Jeremiah 11

DateVersionReading Plan
@July 3, 2023ESV (2016)ESV Prophets Plan 2023


  • The broken covenant


The chapter opens with an admonition given by God to keep the Mosaic covenant; obedience will bring blessing while disobedience will bring a curse. The words were to be proclaimed by Jeremiah to the people to both “Hear the words of this covenant and do them.” (Jer. 11:6). It was not enough just to hear the instruction, it should result in action.

But as we see in Jer. 11:8, the people neither heard nor obeyed, but instead “walked in the stubbornness of his evil heart.” The manifestations of their disobedience are given in Jer. 11:10, that they had 1) refused to hear God’s words, 2) gone after other gods and 3) broken the covenant made with their fathers. This leads into the consequences in Jer. 11:11 that God will bring upon them inescapable disaster.

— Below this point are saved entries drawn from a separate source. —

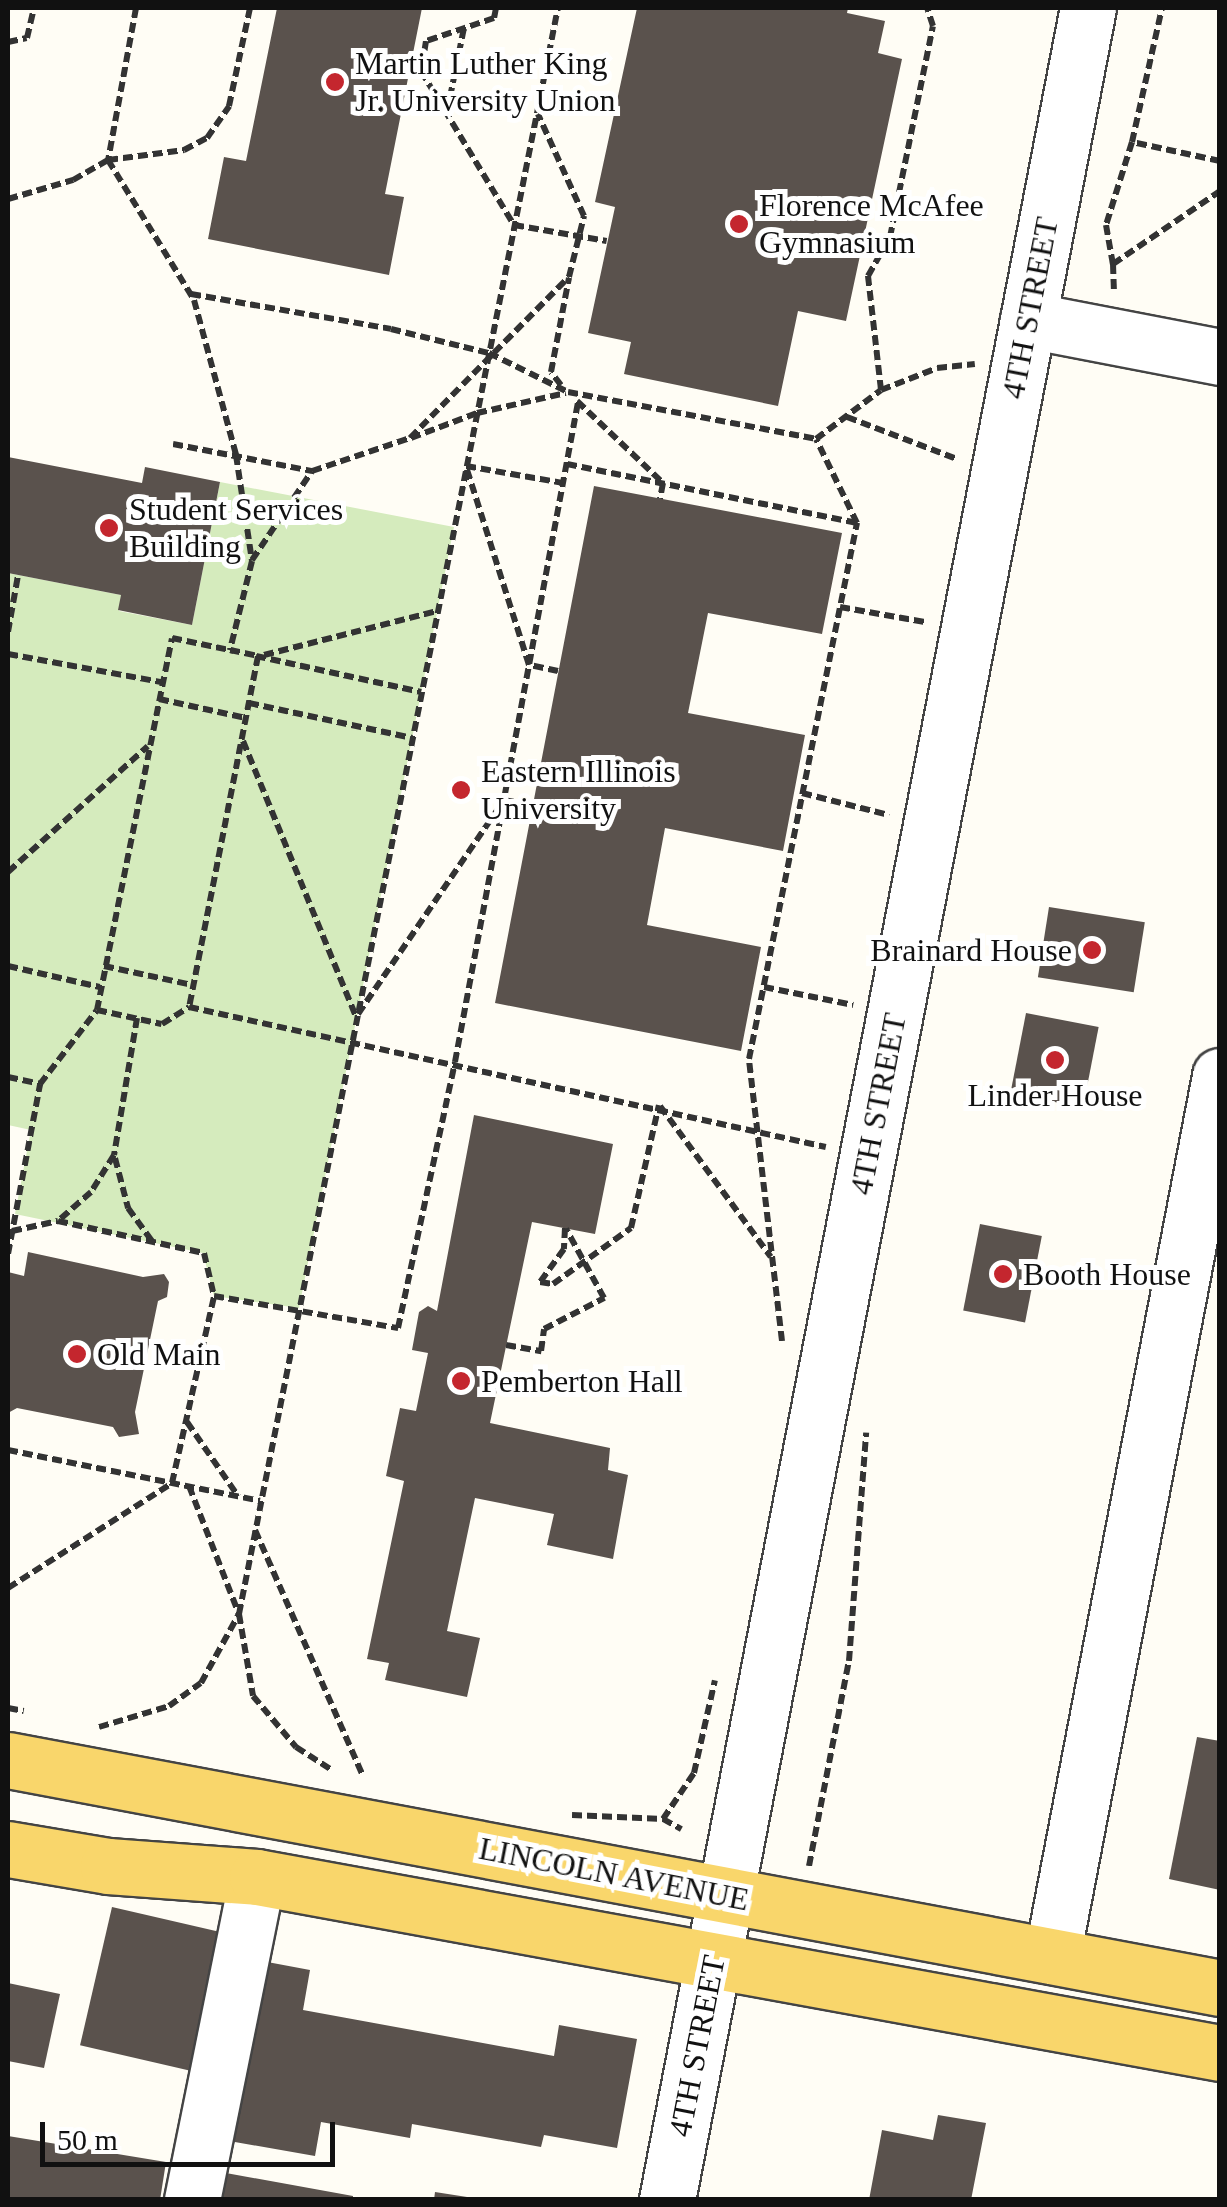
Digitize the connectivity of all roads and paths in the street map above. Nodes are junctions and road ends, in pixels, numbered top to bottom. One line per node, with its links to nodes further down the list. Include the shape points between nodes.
1 (34, 8): 10 (path, via 27,38)
2 (136, 8): 14 (path)
3 (250, 8): 14 (path, via 228,106 207,138 184,150)
4 (496, 8): 9 (path, via 494,18)
5 (558, 8): 11 (path)
6 (928, 8): 29 (path, via 933,26 890,237 868,276)
7 (1088, 8): 25 (street, 4TH STREET)
8 (1162, 8): 13 (path)
9 (464, 28): 12 (path); 12 (path, via 426,41 421,72)
10 (8, 42)
11 (537, 112): 18 (path); 19 (path, via 584,216)
12 (446, 113): 18 (path)
13 (1132, 142): 15 (path); 21 (path, via 1106,225)
14 (108, 160): 17 (path, via 73,180); 24 (path)
15 (1220, 162)
16 (1220, 192): 21 (path)
17 (8, 197)
18 (514, 225): 19 (path); 26 (path)
19 (580, 236): 20 (path); 22 (path)
20 (607, 241)
21 (1113, 264): 23 (path)
22 (569, 277): 26 (path); 30 (path, via 551,372)
23 (1114, 292)
24 (191, 294): 26 (path); 37 (path)
25 (1028, 320): 27 (street); 126 (street, 4TH STREET)
26 (489, 353): 30 (path); 32 (path); 34 (path)
27 (1220, 356)
28 (980, 364): 29 (path, via 937,368)
29 (881, 390): 33 (path)
30 (568, 392): 31 (path); 32 (path); 35 (path)
31 (578, 402): 39 (path); 43 (path)
32 (477, 413): 34 (path); 40 (path)
33 (846, 416): 35 (path); 38 (path)
34 (410, 438): 41 (path)
35 (816, 439): 45 (path)
36 (173, 444): 37 (path)
37 (236, 456): 41 (path); 46 (path)
38 (962, 462)
39 (567, 464): 42 (path); 43 (path)
40 (466, 466): 42 (path); 49 (path); 55 (path)
41 (312, 471): 46 (path)
42 (563, 483): 55 (path)
43 (663, 483): 44 (path); 45 (path)
44 (660, 498)
45 (857, 524): 48 (path)
46 (252, 561): 52 (path)
47 (18, 575): 51 (path)
48 (840, 607): 50 (path); 65 (path)
49 (437, 611): 54 (path); 58 (path)
50 (931, 624)
51 (8, 632)
52 (230, 650): 54 (path); 57 (path, via 172,638)
53 (8, 654): 57 (path)
54 (258, 656): 58 (path); 60 (path)
55 (529, 665): 56 (path); 66 (path)
56 (558, 671)
57 (161, 682): 59 (path)
58 (421, 692): 62 (path)
59 (158, 698): 61 (path); 64 (path)
60 (250, 703): 61 (path); 62 (path)
61 (246, 718): 63 (path)
62 (412, 738): 78 (path)
63 (242, 739): 72 (path); 78 (path)
64 (148, 745): 69 (path); 71 (path)
65 (802, 793): 68 (path); 74 (path)
66 (504, 800): 67 (path); 78 (path); 81 (path)
67 (533, 805)
68 (895, 816)
69 (8, 872)
70 (8, 966): 73 (path)
71 (104, 966): 72 (path); 73 (path)
72 (193, 986): 76 (path)
73 (100, 987): 77 (path)
74 (764, 987): 75 (path); 86 (path, via 749,1060)
75 (859, 1006)
76 (189, 1007): 79 (path, via 162,1024); 80 (path)
77 (96, 1010): 79 (path); 84 (path)
78 (356, 1017): 80 (path)
79 (137, 1018): 88 (path)
80 (352, 1040): 81 (path); 96 (path)
81 (455, 1062): 85 (path); 96 (path, via 398,1328)
82 (1220, 1076): 127 (street)
83 (8, 1077): 84 (path)
84 (40, 1084): 90 (path)
85 (659, 1106): 86 (path); 93 (path); 94 (path, via 631,1228)
86 (761, 1135): 87 (path); 93 (path)
87 (832, 1148)
88 (114, 1156): 89 (path, via 91,1192); 91 (path, via 128,1208)
89 (58, 1221): 90 (path); 91 (path)
90 (12, 1231): 92 (path)
91 (153, 1242): 95 (path, via 204,1253)
92 (8, 1254)
93 (774, 1261): 98 (path)
94 (584, 1263): 94 (path, via 565,1228 564,1249 540,1282 552,1284); 97 (path, via 604,1298 544,1329 541,1351)
95 (214, 1296): 96 (path); 99 (path)
96 (299, 1308): 105 (path)
97 (506, 1345)
98 (782, 1349)
99 (186, 1421): 102 (path); 104 (path)
100 (866, 1423): 124 (path, via 849,1661)
101 (8, 1450): 102 (path)
102 (172, 1483): 103 (path); 107 (path)
103 (189, 1486): 104 (path); 108 (path)
104 (238, 1496): 105 (path)
105 (260, 1501): 106 (path)
106 (254, 1528): 108 (path); 118 (path)
107 (8, 1588)
108 (239, 1614): 113 (path, via 201,1683 169,1706); 117 (path, via 253,1696 296,1747)
109 (718, 1664): 121 (path, via 694,1773)
110 (8, 1708): 111 (path)
111 (44, 1716)
112 (81, 1723): 113 (path)
113 (99, 1727): 114 (path)
114 (118, 1730)
115 (8, 1760): 126 (main road, LINCOLN AVENUE)
116 (304, 1765): 117 (path)
117 (332, 1770): 118 (path)
118 (362, 1776): 119 (path)
119 (381, 1780)
120 (568, 1816): 121 (path)
121 (663, 1819): 122 (path)
122 (681, 1828)
123 (8, 1848): 125 (main road, LINCOLN AVENUE, via 108,1866)
124 (809, 1867)
125 (257, 1876): 128 (main road, LINCOLN AVENUE); 131 (street)
126 (726, 1895): 127 (main road, LINCOLN AVENUE); 128 (street, 4TH STREET)
127 (1052, 1956): 129 (main road, LINCOLN AVENUE)
128 (713, 1962): 130 (main road, LINCOLN AVENUE); 132 (street, 4TH STREET)
129 (1220, 1988)
130 (1220, 2052)
131 (192, 2200)
132 (668, 2200)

In the thick of judgment, the people will vainly seek deliverance from other gods that cannot save. This contrast highlights the poor choice of the people to worship the gods that could not save rather than the living God who can.

In Jer. 11:14, Jeremiah is commanded not to pray for the people, because he “will not listen when they call to me in the time of their trouble.” He had given them ample opportunity to turn to Him in repentance, but that time had now passed. In Jer. 11:15, the Israelites are imaged as an unfaithful wife and the LORD asks, “What right has my beloved in my house, when she has done many vile deeds?” As a faithful Husband, God grieves over His wife’s adulterous conduct with other gods but is also just in His corrective response.

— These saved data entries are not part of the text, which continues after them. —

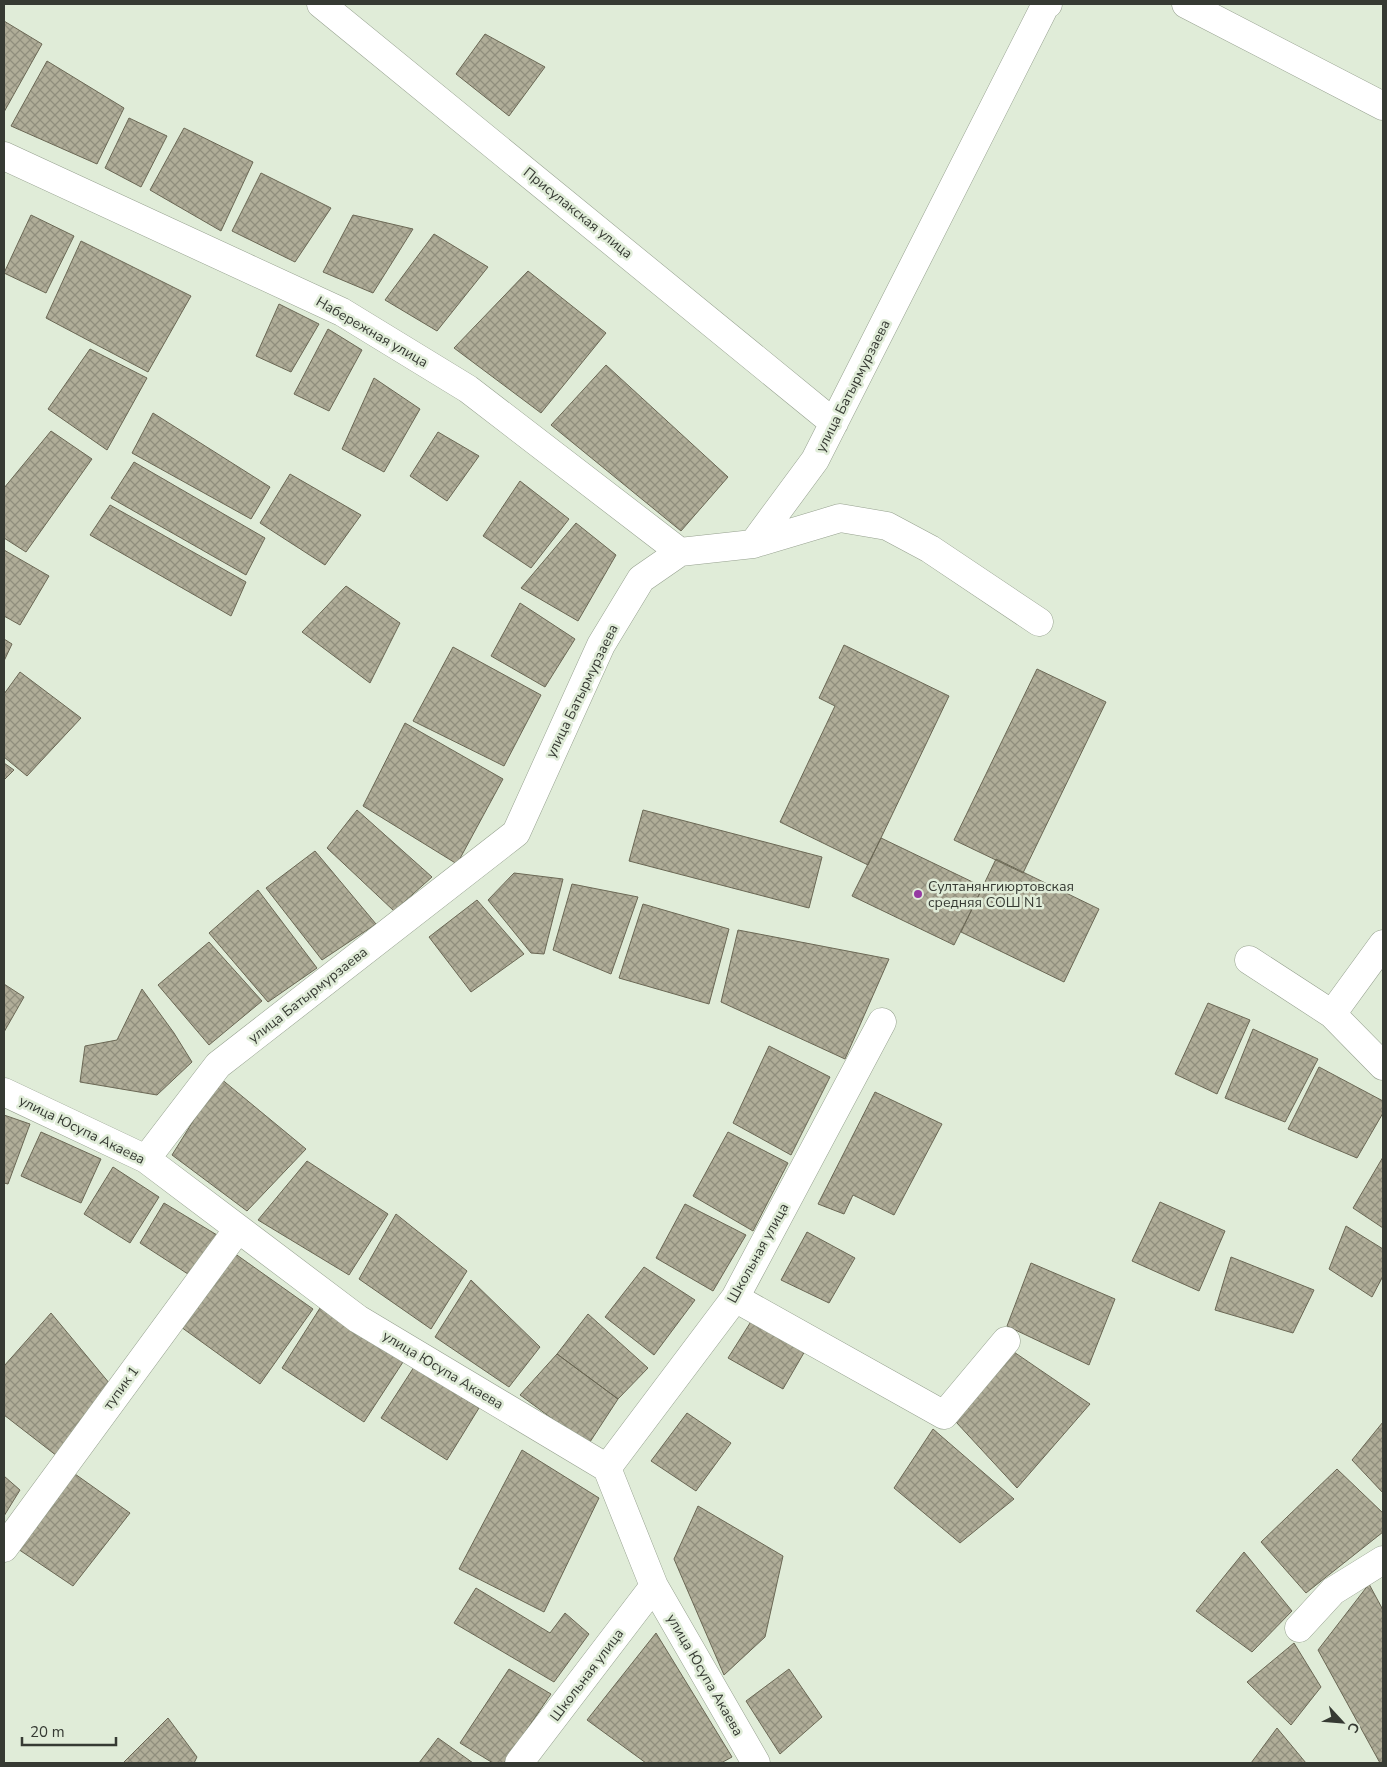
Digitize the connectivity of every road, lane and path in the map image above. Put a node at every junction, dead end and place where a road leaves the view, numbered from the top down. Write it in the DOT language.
graph roads {
  1 [pos="322,4"];
  2 [pos="1047,4"];
  3 [pos="1186,4"];
  4 [pos="1383,106"];
  5 [pos="4,156"];
  6 [pos="834,423"];
  7 [pos="753,544"];
  8 [pos="680,552"];
  9 [pos="1039,622"];
  10 [pos="1383,944"];
  11 [pos="1250,960"];
  12 [pos="1332,1014"];
  13 [pos="882,1022"];
  14 [pos="1383,1066"];
  15 [pos="4,1092"];
  16 [pos="146,1160"];
  17 [pos="238,1228"];
  18 [pos="735,1298"];
  19 [pos="1006,1341"];
  20 [pos="607,1468"];
  21 [pos="4,1548"];
  22 [pos="1383,1560"];
  23 [pos="654,1586"];
  24 [pos="1299,1628"];
  25 [pos="519,1763"];
  26 [pos="756,1763"];
  1 -- 6 [label="street, Присулакская улица"];
  2 -- 6 [label="street, улица Батырмурзаева"];
  3 -- 4 [label="street"];
  5 -- 8 [label="street, Набережная улица"];
  6 -- 7 [label="street, улица Батырмурзаева"];
  7 -- 8 [label="street, улица Батырмурзаева"];
  7 -- 9 [label="street"];
  8 -- 16 [label="street, улица Батырмурзаева"];
  10 -- 12 [label="street"];
  11 -- 12 [label="street"];
  12 -- 14 [label="street"];
  13 -- 18 [label="street, Школьная улица"];
  15 -- 16 [label="street, улица Юсупа Акаева"];
  16 -- 17 [label="street, улица Юсупа Акаева"];
  17 -- 20 [label="street, улица Юсупа Акаева"];
  17 -- 21 [label="street, тупик 1"];
  18 -- 19 [label="street"];
  18 -- 20 [label="street, Школьная улица"];
  20 -- 23 [label="street, улица Юсупа Акаева"];
  22 -- 24 [label="street"];
  23 -- 25 [label="street, Школьная улица"];
  23 -- 26 [label="street, улица Юсупа Акаева"];
}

In Jer. 11:18-20, Jeremiah describes how the LORD made known to him the wicked deeds of the people. Because he had not suspected all their plots and schemes against him, he was like a docile lamb led to the slaughter, looking to “cut him off from the land of the living” (Jer. 11:19).

However, in the final verses of the chapter (Jer. 11:21-23), we see that God will bring punishment to those in Anathoth seeking to end Jeremiah’s life. Anathoth was Jeremiah’s hometown and, presumably, his family and other residents had thought that Jeremiah’s prophetic message was bringing disgrace upon them. This also foreshadows Jesus’ observation in Matt. 13:57 that a prophet is only without honor in his hometown.


The call to both hear and obey the direction of the LORD seemed a strong theme in this chapter. Much like His people in Jeremiah’s day, we are called to both listen and act. But how do we foster this desire to live in such obedience?

It is a work of the Spirit that as we spend time with Him, He stokes a fire within us to serve and bless others. Rooted in His Word and prayer, this fire grows beyond containment and spreads into the hearts of those who cross our path. What joy we should have that He not only dwells within us but so fills us to the point of bursting that we cannot help but speak and live for Him.